Translated: Uber won’t voluntarily treat drivers better but will instead seek burdensome employer regulations that Uber alone can afford, and which will crush smaller competitors.

Specifically, the CEO proposes that “states should require all gig companies to provide medical and disability coverage for injuries incurred on the job, creating a baseline safety net that we cannot give to drivers today without risking their independent status under the law.”

If that’s the problem, then why not remove the regulations that prevent companies from offering some benefits, but not all? After all, deregulation would maximize flexibility. Different companies could compete for drivers with different combinations of pay and benefits.

But that’s exactly the problem: If you’re Uber, you don’t want competitors trying something different from you. You want to release political pressure on you at the same time you crush your competitors.

Nothing does that like regulation.

“States should require all gig companies to provide medical and disability coverage for injuries incurred on the job,” Khosrowshahi writes, “creating a baseline safety net that we cannot give to drivers today without risking their independent status under the law."

Apparently, Uber could afford to fund such a disability policy, but it chooses not to.

Khosrowshahi also proposes that “gig economy companies be required to establish benefits funds which give workers cash that they can use for the benefits they want, like health insurance or paid time off.”

Of his proposed regulation, the CEO notes, “Had this been the law in all 50 states, Uber would have contributed $655 million to benefits funds last year alone.”

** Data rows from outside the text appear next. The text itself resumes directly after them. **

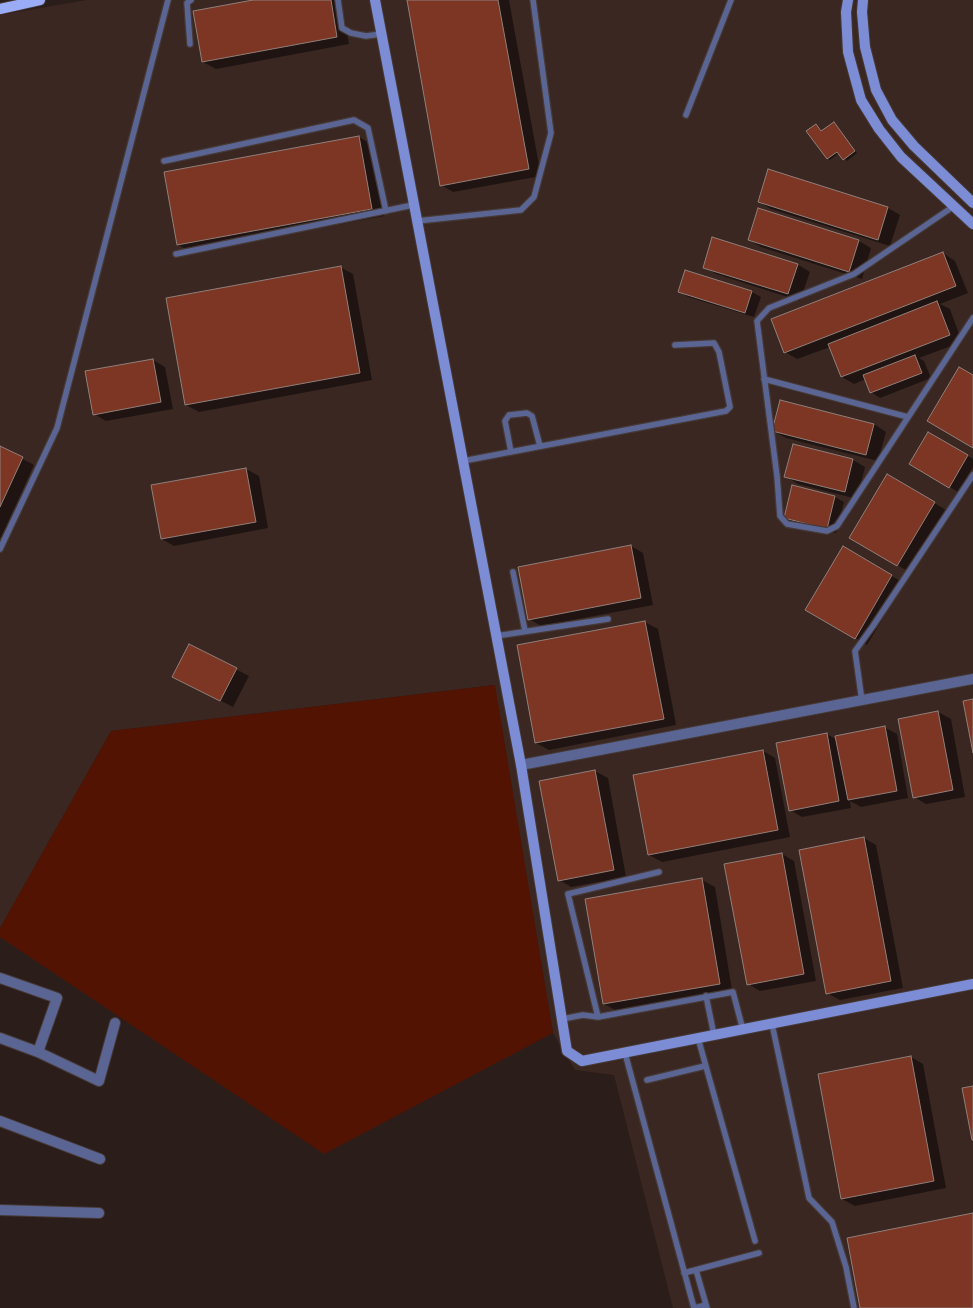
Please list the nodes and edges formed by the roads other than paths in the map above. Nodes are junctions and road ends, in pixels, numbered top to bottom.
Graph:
1 (40, 0) edge
2 (168, 0) edge
3 (191, 0) edge
4 (338, 0) edge
5 (375, 0) edge
6 (534, 0) edge
7 (731, 0) edge
8 (848, 0) edge
9 (863, 0) edge
10 (0, 9) edge
11 (381, 34) junction
12 (190, 44) dead end
13 (686, 115) dead end
14 (914, 146) junction
15 (901, 157) junction
16 (164, 161) dead end
17 (973, 203) edge
18 (414, 205) junction
19 (954, 206) junction
20 (386, 211) junction
21 (417, 221) junction
22 (973, 224) edge
23 (176, 254) dead end
24 (973, 318) edge
25 (675, 346) dead end
26 (764, 379) junction
27 (908, 417) junction
28 (540, 446) junction
29 (511, 452) junction
30 (463, 461) junction
31 (973, 475) edge
32 (0, 549) edge
33 (513, 572) dead end
34 (608, 619) dead end
35 (525, 631) junction
36 (496, 636) junction
37 (973, 679) edge
38 (862, 701) junction
39 (521, 765) junction
40 (659, 872) dead end
41 (0, 978) edge
42 (973, 984) edge
43 (706, 996) junction
44 (598, 1017) junction
45 (562, 1019) junction
46 (115, 1023) dead end
47 (772, 1024) junction
48 (743, 1030) junction
49 (714, 1035) junction
50 (0, 1038) edge
51 (698, 1038) junction
52 (38, 1052) junction
53 (625, 1053) junction
54 (705, 1066) junction
55 (647, 1080) dead end
56 (0, 1121) edge
57 (100, 1159) dead end
58 (0, 1210) edge
59 (100, 1214) dead end
60 (755, 1241) dead end
61 (758, 1253) dead end
62 (696, 1270) junction
63 (684, 1273) junction
64 (706, 1306) edge
65 (694, 1308) edge
66 (854, 1308) edge

1 - 10 main road
2 - 32 lane
3 - 12 lane
4 - 11 lane
5 - 11 street
6 - 21 lane
7 - 13 lane
8 - 15 street
9 - 14 street
11 - 18 street
14 - 15 street
14 - 17 street
15 - 19 street
16 - 20 lane
18 - 20 lane
18 - 21 street
19 - 22 street
19 - 26 lane
20 - 23 lane
21 - 30 street
24 - 27 lane
25 - 28 lane
26 - 27 lane
26 - 27 lane
28 - 29 lane
28 - 29 lane
29 - 30 lane
30 - 36 street
31 - 38 lane
33 - 35 lane
34 - 35 lane
35 - 36 lane
36 - 39 street
37 - 38 street
38 - 39 street
39 - 45 street
40 - 44 lane
41 - 52 street
42 - 47 street
43 - 44 lane
43 - 48 lane
43 - 49 lane
44 - 45 lane
45 - 53 street
46 - 52 street
47 - 48 street
47 - 66 lane
48 - 49 street
49 - 51 street
50 - 52 street
51 - 53 street
51 - 54 lane
53 - 63 lane
54 - 55 lane
54 - 60 lane
56 - 57 street
58 - 59 street
61 - 62 lane
62 - 63 lane
62 - 64 lane
63 - 65 lane
64 - 65 lane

Of course, Uber, with a much better record raising cash from investors than making profits in the market, could snap its fingers tomorrow and have $655 million in cash. It could fill that fund easily. Lyft or Via will have a harder time.

More importantly, for Uber, such a massive “ante” to enter the industry would keep out new competitors, for Uber, UberEats, and all sorts of other transportation services where Uber hopes to dominate.

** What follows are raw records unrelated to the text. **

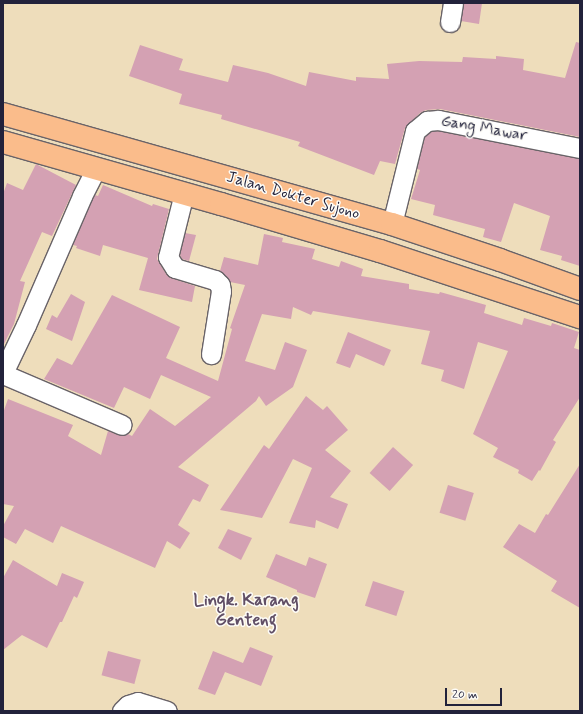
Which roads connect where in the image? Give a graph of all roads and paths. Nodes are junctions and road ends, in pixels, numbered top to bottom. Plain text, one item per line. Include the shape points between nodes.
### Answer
1 (453, 3) edge
2 (450, 22) dead end
3 (3, 114) edge
4 (3, 142) edge
5 (580, 148) edge
6 (96, 169) junction
7 (227, 177) junction
8 (184, 193) junction
9 (221, 204) junction
10 (392, 224) junction
11 (580, 289) edge
12 (580, 318) edge
13 (211, 354) dead end
14 (3, 373) edge
15 (122, 425) dead end
16 (122, 711) edge
17 (167, 711) edge

1 - 2 street
3 - 7 highway, Jalan Dokter Sujono
4 - 6 highway
5 - 10 street, Gang Mawar via 438,120 427,121 415,131
6 - 8 highway
6 - 14 street
7 - 9 highway
7 - 10 highway, Jalan Dokter Sujono
8 - 9 highway
8 - 13 street via 168,257 175,268 214,280 220,285
9 - 12 highway via 442,270
10 - 11 highway, Jalan Dokter Sujono
14 - 15 street
16 - 17 street via 128,705 138,702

And Khosrowshahi knows that regulations often harm consumers by increasing costs. In his op-ed, he points out that if Uber were forced to treat all drivers as full-time employees: “Uber would only have full-time jobs for a small fraction of our current drivers and only be able to operate in many fewer cities than today. Rides would be more expensive.”

Also, with its massive capitalization, Uber is in best position to invest in an autonomous fleet, thus mooting these regs for them.

Arthur Delaney of the Huffington Post puts it well.

Uber got the government to bail out its drivers by making them newly eligible for unemployment, and now Uber wants new rules on its competitors https://t.co/NR8No1mP0E

— Arthur Delaney (@ArthurDelaneyHP) August 10, 2020

It’s not rare at all for companies to lobby for more regulation of themselves. A few examples:

What’s rare here is that Uber’s own consultants telegraphed this move of murder-by-regulation.

“Uber should lean into the progressive moment,” a former Uber adviser wrote in an op-ed last month. “It’s a PR masterstroke: The company continues its ‘we’re nice’ campaign, with a twist. Of course Uber wants to help drivers at all costs, especially now! And if being nice happens to result in crushing a rival? Call it killing with kindness.”

State lawmakers shouldn’t be fooled: Uber is calling for more regulation in order to reduce competition. When drivers and passengers have fewer choices, who do you think will be the winner?